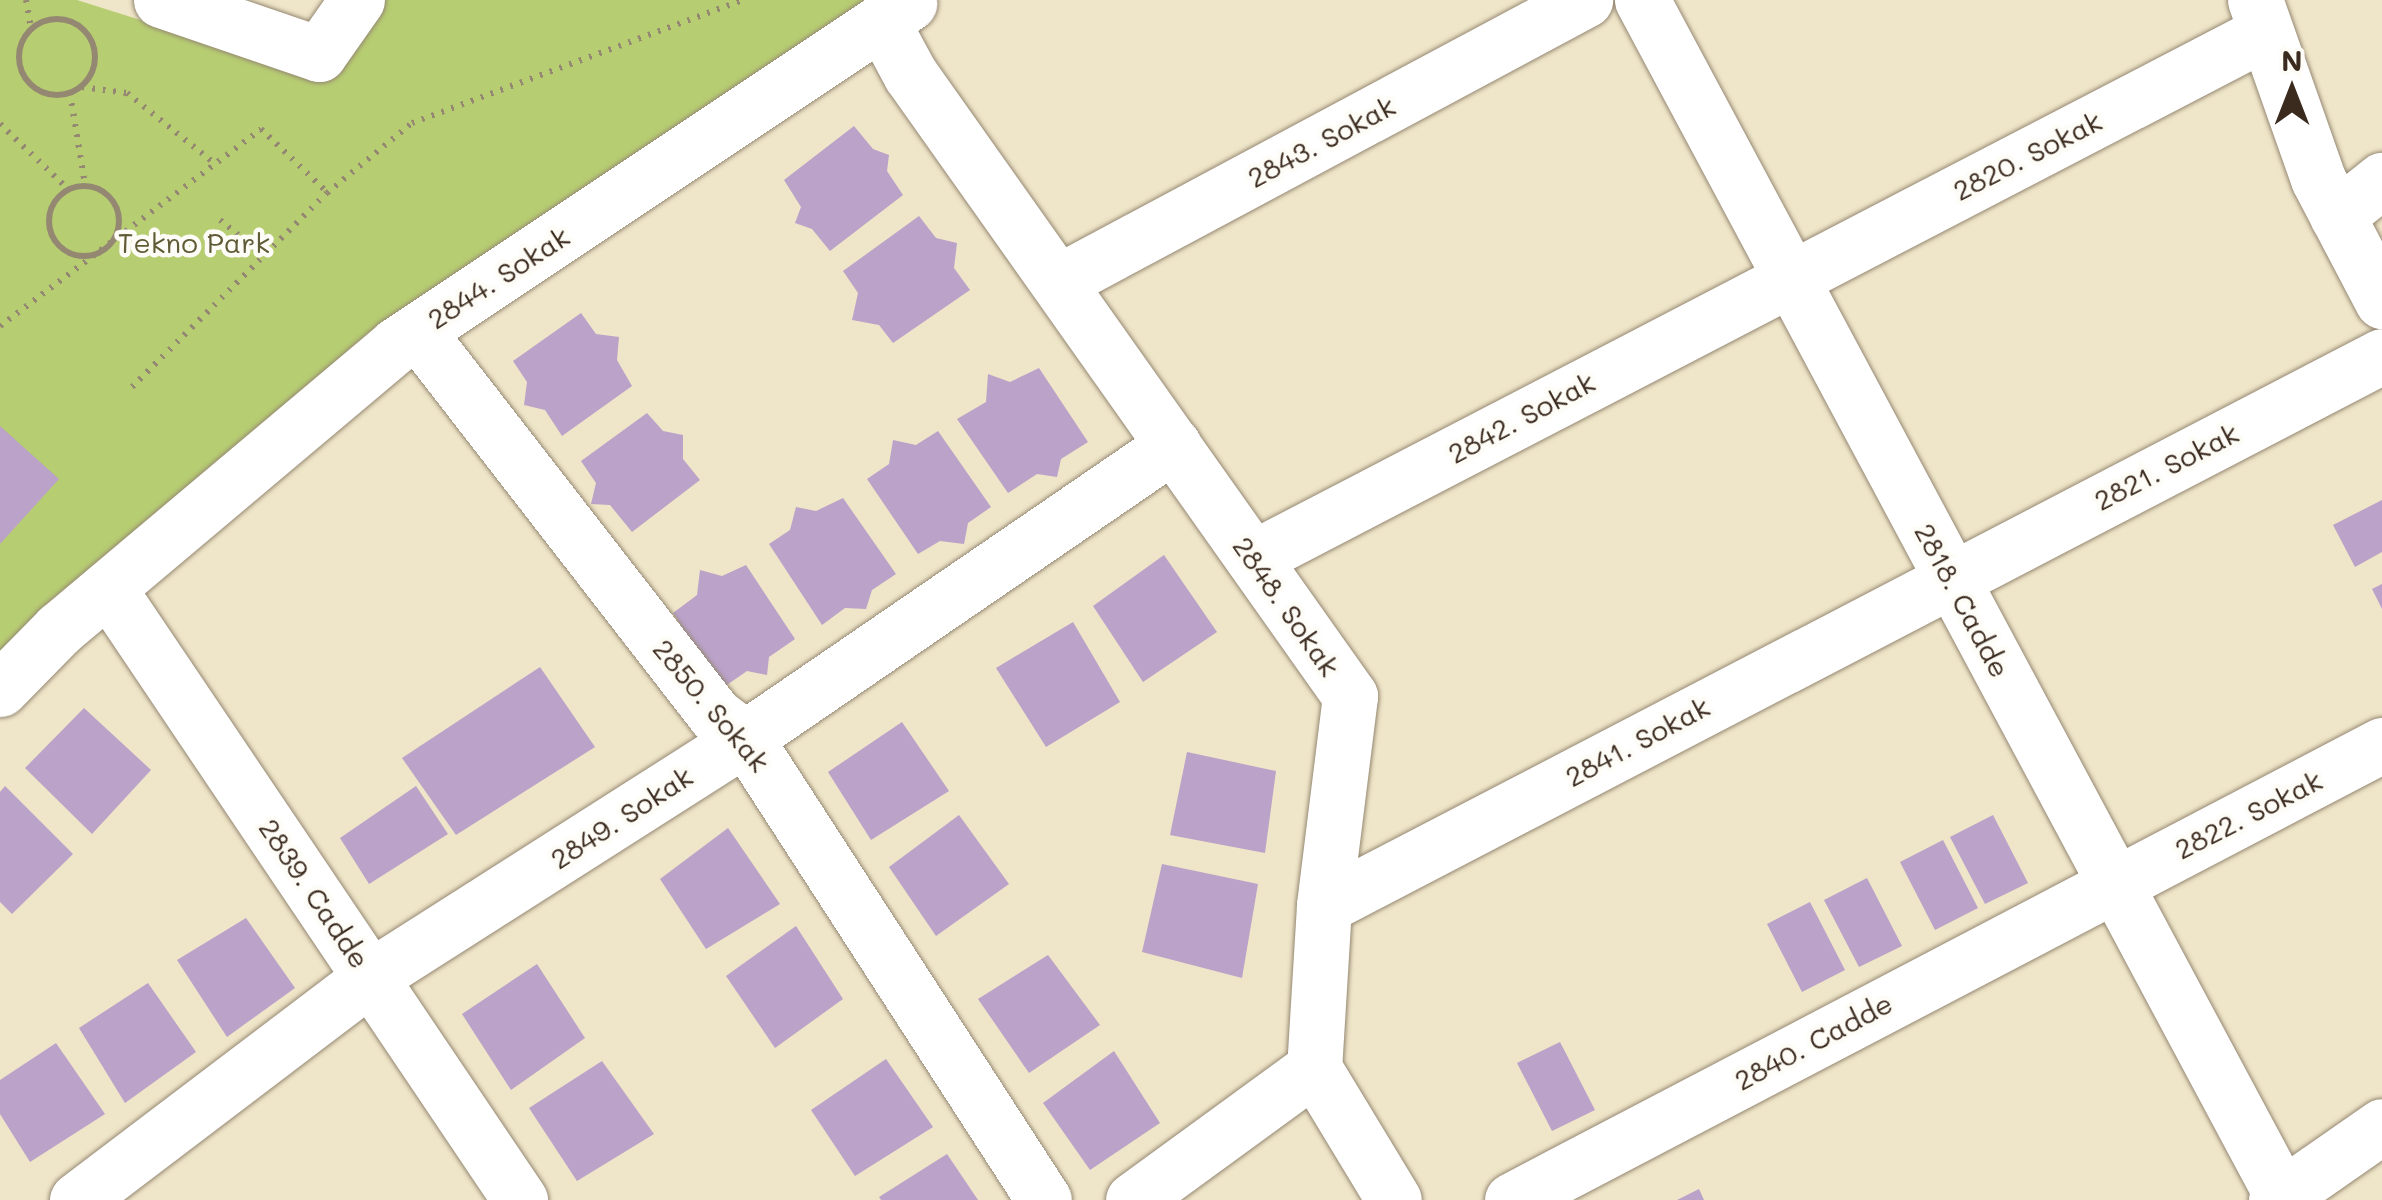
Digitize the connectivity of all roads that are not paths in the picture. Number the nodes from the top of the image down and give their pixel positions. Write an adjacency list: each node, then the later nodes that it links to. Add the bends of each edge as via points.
1 (161, 0): 2 (street, via 319,54)
2 (356, 0)
3 (1585, 0): 10 (street, 2843. Sokak)
4 (1642, 0): 9 (street, 2818. Cadde)
5 (898, 12): 10 (street, 2848. Sokak, via 910,74); 12 (street, 2844. Sokak)
6 (2260, 17): 8 (street); 9 (street, 2820. Sokak)
7 (2382, 180): 8 (street)
8 (2338, 216): 11 (street)
9 (1790, 276): 15 (street, 2842. Sokak); 16 (street, 2818. Cadde)
10 (1058, 282): 14 (street, 2848. Sokak)
11 (2382, 301)
12 (417, 331): 17 (street, 2844. Sokak); 19 (street, 2850. Sokak, via 714,715)
13 (2382, 356): 16 (street, 2821. Sokak)
14 (1173, 445): 15 (street, 2848. Sokak); 19 (street, 2849. Sokak)
15 (1253, 558): 22 (street, 2848. Sokak, via 1350,696)
16 (1950, 576): 21 (street, 2818. Cadde); 22 (street, 2841. Sokak)
17 (108, 588): 18 (street, 2844. Sokak); 23 (street, 2839. Cadde)
18 (0, 689)
19 (745, 738): 23 (street, 2849. Sokak); 29 (street, 2850. Sokak)
20 (2382, 745): 21 (street, 2822. Sokak)
21 (2114, 883): 26 (street, 2818. Cadde); 32 (street, 2840. Cadde)
22 (1324, 906): 24 (street, 2848. Sokak)
23 (372, 976): 27 (street, 2849. Sokak); 28 (street, 2839. Cadde)
24 (1314, 1068): 30 (street); 31 (street)
25 (2382, 1126): 26 (street)
26 (2281, 1199)
27 (76, 1200)
28 (520, 1200)
29 (1044, 1200)
30 (1133, 1200)
31 (1394, 1200)
32 (1512, 1200)

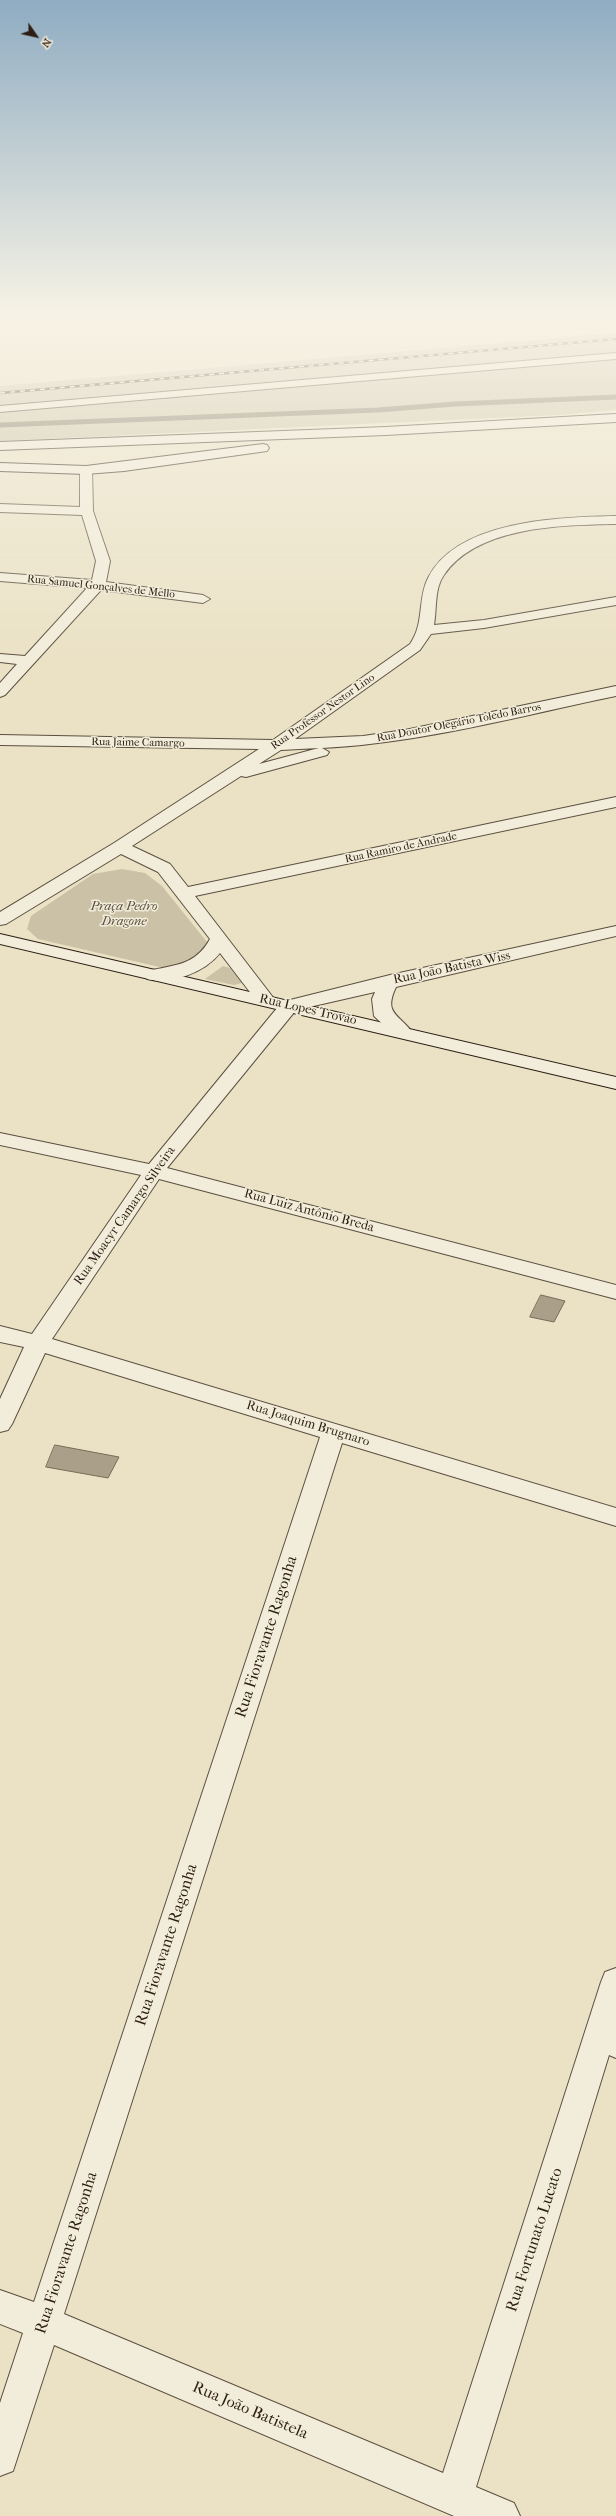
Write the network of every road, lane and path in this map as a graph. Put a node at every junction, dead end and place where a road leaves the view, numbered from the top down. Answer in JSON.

*Directions*:
All of the records above are to be copied exactly, minus the pictures.

*Result of the exercise*:
Digitize the connectivity of all roads that are not paths in the picture. Number the nodes from the top of the image down and give their pixel positions. Write an adjacency list: each node, then the later nodes that it links to. Add the bends of each edge as via points.
1 (161, 0): 2 (street, via 319,54)
2 (356, 0)
3 (1585, 0): 10 (street, 2843. Sokak)
4 (1642, 0): 9 (street, 2818. Cadde)
5 (898, 12): 10 (street, 2848. Sokak, via 910,74); 12 (street, 2844. Sokak)
6 (2260, 17): 8 (street); 9 (street, 2820. Sokak)
7 (2382, 180): 8 (street)
8 (2338, 216): 11 (street)
9 (1790, 276): 15 (street, 2842. Sokak); 16 (street, 2818. Cadde)
10 (1058, 282): 14 (street, 2848. Sokak)
11 (2382, 301)
12 (417, 331): 17 (street, 2844. Sokak); 19 (street, 2850. Sokak, via 714,715)
13 (2382, 356): 16 (street, 2821. Sokak)
14 (1173, 445): 15 (street, 2848. Sokak); 19 (street, 2849. Sokak)
15 (1253, 558): 22 (street, 2848. Sokak, via 1350,696)
16 (1950, 576): 21 (street, 2818. Cadde); 22 (street, 2841. Sokak)
17 (108, 588): 18 (street, 2844. Sokak); 23 (street, 2839. Cadde)
18 (0, 689)
19 (745, 738): 23 (street, 2849. Sokak); 29 (street, 2850. Sokak)
20 (2382, 745): 21 (street, 2822. Sokak)
21 (2114, 883): 26 (street, 2818. Cadde); 32 (street, 2840. Cadde)
22 (1324, 906): 24 (street, 2848. Sokak)
23 (372, 976): 27 (street, 2849. Sokak); 28 (street, 2839. Cadde)
24 (1314, 1068): 30 (street); 31 (street)
25 (2382, 1126): 26 (street)
26 (2281, 1199)
27 (76, 1200)
28 (520, 1200)
29 (1044, 1200)
30 (1133, 1200)
31 (1394, 1200)
32 (1512, 1200)

Write the network of every road, lane and path in this map as a graph. Put a node at every junction, dead end and place where a road leaves the view, numbered from the top down. Answer in JSON.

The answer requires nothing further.